> Instructions for the task
Show each line of the records in which the word "nodes" occurs.

━━━━━━━━━━━━━━━━

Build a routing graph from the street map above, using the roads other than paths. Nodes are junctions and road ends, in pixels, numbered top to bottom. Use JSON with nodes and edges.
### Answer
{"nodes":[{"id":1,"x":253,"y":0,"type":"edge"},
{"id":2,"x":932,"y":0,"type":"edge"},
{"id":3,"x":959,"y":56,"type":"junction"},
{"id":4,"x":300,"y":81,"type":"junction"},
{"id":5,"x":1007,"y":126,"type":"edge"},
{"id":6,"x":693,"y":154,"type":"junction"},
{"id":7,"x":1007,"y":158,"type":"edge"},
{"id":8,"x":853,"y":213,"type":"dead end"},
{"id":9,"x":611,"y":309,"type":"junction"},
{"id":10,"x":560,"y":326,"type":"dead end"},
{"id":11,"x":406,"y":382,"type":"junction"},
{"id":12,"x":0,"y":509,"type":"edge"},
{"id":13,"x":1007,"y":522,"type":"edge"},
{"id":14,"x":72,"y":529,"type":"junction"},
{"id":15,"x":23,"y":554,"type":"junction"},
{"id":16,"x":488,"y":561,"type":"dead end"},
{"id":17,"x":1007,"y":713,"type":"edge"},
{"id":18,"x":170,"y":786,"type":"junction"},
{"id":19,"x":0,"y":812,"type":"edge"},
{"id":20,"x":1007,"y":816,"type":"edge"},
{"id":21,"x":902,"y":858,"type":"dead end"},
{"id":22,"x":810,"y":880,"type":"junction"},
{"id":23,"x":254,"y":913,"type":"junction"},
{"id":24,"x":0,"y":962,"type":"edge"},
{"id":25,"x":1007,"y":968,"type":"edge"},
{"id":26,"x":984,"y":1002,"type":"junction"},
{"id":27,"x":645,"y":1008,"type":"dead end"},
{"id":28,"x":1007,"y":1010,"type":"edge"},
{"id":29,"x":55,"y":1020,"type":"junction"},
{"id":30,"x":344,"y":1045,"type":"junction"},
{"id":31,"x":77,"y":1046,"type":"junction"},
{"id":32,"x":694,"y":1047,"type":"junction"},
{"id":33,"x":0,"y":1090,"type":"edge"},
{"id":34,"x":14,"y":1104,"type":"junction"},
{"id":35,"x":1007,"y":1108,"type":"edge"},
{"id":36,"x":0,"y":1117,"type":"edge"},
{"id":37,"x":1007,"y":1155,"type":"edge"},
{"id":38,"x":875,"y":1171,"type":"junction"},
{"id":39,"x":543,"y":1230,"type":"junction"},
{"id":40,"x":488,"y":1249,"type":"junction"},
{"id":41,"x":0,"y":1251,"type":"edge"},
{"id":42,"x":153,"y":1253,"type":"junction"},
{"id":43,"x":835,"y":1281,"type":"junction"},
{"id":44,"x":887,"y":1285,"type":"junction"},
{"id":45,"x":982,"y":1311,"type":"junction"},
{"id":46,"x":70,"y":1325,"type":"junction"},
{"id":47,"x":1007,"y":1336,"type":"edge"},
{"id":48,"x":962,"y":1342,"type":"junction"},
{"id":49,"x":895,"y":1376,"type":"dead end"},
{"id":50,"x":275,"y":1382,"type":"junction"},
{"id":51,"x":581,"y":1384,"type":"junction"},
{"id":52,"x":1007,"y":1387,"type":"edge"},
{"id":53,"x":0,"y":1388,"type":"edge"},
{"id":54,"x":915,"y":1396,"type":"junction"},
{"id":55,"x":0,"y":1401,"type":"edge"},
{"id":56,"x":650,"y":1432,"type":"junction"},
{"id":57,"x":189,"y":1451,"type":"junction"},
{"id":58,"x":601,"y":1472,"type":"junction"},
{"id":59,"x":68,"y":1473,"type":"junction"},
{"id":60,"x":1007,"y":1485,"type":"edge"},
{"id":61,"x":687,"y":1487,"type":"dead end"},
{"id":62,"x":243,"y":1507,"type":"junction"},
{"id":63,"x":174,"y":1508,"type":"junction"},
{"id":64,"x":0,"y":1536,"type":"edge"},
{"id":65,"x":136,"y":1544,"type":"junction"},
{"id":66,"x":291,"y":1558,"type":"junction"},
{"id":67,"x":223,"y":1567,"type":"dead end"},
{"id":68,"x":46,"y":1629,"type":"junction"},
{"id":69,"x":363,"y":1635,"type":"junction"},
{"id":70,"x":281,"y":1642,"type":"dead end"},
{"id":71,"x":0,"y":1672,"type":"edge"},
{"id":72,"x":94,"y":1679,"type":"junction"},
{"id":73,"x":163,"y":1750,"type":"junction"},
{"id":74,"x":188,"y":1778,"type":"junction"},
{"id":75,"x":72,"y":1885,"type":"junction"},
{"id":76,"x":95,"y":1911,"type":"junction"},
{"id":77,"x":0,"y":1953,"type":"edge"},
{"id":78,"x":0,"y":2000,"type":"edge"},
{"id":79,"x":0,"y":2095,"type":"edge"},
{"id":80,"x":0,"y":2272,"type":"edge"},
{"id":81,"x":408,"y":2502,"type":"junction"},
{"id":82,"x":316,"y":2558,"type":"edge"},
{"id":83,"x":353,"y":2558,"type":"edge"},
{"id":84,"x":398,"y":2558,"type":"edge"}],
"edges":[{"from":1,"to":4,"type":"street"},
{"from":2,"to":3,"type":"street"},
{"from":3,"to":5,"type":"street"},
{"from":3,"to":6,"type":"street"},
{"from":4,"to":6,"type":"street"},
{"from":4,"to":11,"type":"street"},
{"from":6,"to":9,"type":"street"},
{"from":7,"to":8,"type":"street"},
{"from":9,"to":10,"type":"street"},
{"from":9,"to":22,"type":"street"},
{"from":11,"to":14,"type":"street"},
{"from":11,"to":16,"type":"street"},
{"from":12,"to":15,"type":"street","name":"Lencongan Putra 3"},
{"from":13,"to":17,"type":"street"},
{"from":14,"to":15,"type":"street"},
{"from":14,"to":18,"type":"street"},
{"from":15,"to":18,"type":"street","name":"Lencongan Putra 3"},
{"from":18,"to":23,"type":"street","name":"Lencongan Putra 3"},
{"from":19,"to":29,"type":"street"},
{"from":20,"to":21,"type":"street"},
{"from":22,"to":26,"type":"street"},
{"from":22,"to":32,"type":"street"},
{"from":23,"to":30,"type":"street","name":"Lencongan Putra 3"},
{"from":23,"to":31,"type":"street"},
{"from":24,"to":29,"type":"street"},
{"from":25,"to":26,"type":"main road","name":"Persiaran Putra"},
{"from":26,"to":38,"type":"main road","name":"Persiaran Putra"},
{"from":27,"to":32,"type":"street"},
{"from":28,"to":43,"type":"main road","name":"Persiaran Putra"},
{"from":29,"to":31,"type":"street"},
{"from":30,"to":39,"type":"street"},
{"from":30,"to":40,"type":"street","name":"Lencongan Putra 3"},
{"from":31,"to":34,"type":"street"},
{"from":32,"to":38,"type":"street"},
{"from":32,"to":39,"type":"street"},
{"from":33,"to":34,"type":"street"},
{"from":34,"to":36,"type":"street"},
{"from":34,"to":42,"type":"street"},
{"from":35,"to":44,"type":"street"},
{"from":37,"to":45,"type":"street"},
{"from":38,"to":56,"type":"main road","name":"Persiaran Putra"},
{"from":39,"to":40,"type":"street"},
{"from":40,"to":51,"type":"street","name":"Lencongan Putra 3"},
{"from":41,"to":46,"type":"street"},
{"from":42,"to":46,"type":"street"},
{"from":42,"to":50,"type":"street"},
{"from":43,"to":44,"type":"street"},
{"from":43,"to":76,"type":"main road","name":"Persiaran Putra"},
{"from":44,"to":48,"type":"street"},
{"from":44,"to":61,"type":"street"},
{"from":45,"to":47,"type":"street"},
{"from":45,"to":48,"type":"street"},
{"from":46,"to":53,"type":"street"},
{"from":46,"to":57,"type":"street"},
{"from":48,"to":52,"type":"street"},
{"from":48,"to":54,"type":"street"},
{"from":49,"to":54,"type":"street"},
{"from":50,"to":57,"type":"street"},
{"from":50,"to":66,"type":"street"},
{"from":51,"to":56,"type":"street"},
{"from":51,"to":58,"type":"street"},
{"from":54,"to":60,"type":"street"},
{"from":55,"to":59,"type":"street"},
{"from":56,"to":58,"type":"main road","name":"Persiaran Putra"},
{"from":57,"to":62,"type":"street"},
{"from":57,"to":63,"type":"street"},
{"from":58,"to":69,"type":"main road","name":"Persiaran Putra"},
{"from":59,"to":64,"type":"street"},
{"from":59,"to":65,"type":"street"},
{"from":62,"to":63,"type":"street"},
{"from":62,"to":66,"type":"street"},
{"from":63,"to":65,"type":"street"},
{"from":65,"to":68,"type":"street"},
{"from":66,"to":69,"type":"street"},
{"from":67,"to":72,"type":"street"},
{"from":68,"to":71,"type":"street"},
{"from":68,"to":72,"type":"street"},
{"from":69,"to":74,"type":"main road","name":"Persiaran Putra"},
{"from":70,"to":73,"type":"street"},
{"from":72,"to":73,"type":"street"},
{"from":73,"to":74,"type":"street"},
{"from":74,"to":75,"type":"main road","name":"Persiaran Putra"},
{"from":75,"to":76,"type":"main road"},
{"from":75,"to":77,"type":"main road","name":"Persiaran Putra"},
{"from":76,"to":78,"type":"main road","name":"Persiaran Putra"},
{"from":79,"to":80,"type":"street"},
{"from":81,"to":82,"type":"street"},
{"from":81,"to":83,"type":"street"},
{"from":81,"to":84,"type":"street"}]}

━━━━━━━━━━━━━━━━

> Output for this task
Build a routing graph from the street map above, using the roads other than paths. Nodes are junctions and road ends, in pixels, numbered top to bottom. Use JSON with nodes and edges.
{"nodes":[{"id":1,"x":253,"y":0,"type":"edge"},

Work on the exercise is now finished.